Lenny Abrahamson Directs Horror Film ‘The Little Stranger’ To Reflect U.S. Issues

Room director Lenny Abrahamson has adapted another book into a movie with his upcoming film The Little Stranger, hitting theaters on Aug. 31. The film was based on Sarah Waters’ 2009 novel. 

Abrahamson said he didn’t read The Little Stranger with a movie adaptation in mind, but since the mysterious, fictional story was so captive, he wanted to do more with it. 

“I think what really struck me was how connected the ghostly elements were to the character elements,” Abrahamson said, “It’s not just, ‘What’s the scariest situation we can create?’ It’s really a film about what happens to those particular people and all of the dark stuff that comes from them.”

The Litter Stranger stars Domhnall Gleeson and Ruth Wilson and is written by Lucinda Coxon. It tells the story of Dr. Faraday (Gleeson), the son of a housemaid, who has built a life of quiet respectability as a country doctor. In 1948, he is called to a patient at Hundreds Hall, where his mother once worked. The inhabitants of the Hall are haunted by something more ominous than a dying way of life. After Faraday takes on his new patient, he has no idea how the family history is about to become entwined with his own.

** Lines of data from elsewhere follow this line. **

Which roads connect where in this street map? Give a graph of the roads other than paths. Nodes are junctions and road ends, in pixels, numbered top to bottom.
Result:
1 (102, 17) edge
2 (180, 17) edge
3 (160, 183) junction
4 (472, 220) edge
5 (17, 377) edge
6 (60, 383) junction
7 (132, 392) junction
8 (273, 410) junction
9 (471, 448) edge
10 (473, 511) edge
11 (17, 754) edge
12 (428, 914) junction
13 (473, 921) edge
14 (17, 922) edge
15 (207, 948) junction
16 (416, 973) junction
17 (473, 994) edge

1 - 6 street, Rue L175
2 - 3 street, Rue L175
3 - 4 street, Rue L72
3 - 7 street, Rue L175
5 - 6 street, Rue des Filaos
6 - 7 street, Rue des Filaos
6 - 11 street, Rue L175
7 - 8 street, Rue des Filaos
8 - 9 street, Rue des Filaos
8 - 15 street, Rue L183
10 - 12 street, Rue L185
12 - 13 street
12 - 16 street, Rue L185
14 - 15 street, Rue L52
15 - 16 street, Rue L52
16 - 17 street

The film deals with issues that are also present in the U.S now, namely, class distinction, equality and familial separation. The director believes that his story is highly relevant to the separation of families at the U.S border for two reasons. He comments “Systems that divide people into ‘valuable’ and ‘less-valuable,’ are warping, destructive and causes the destruction of all of the good things people have in them. It brings out the worst.”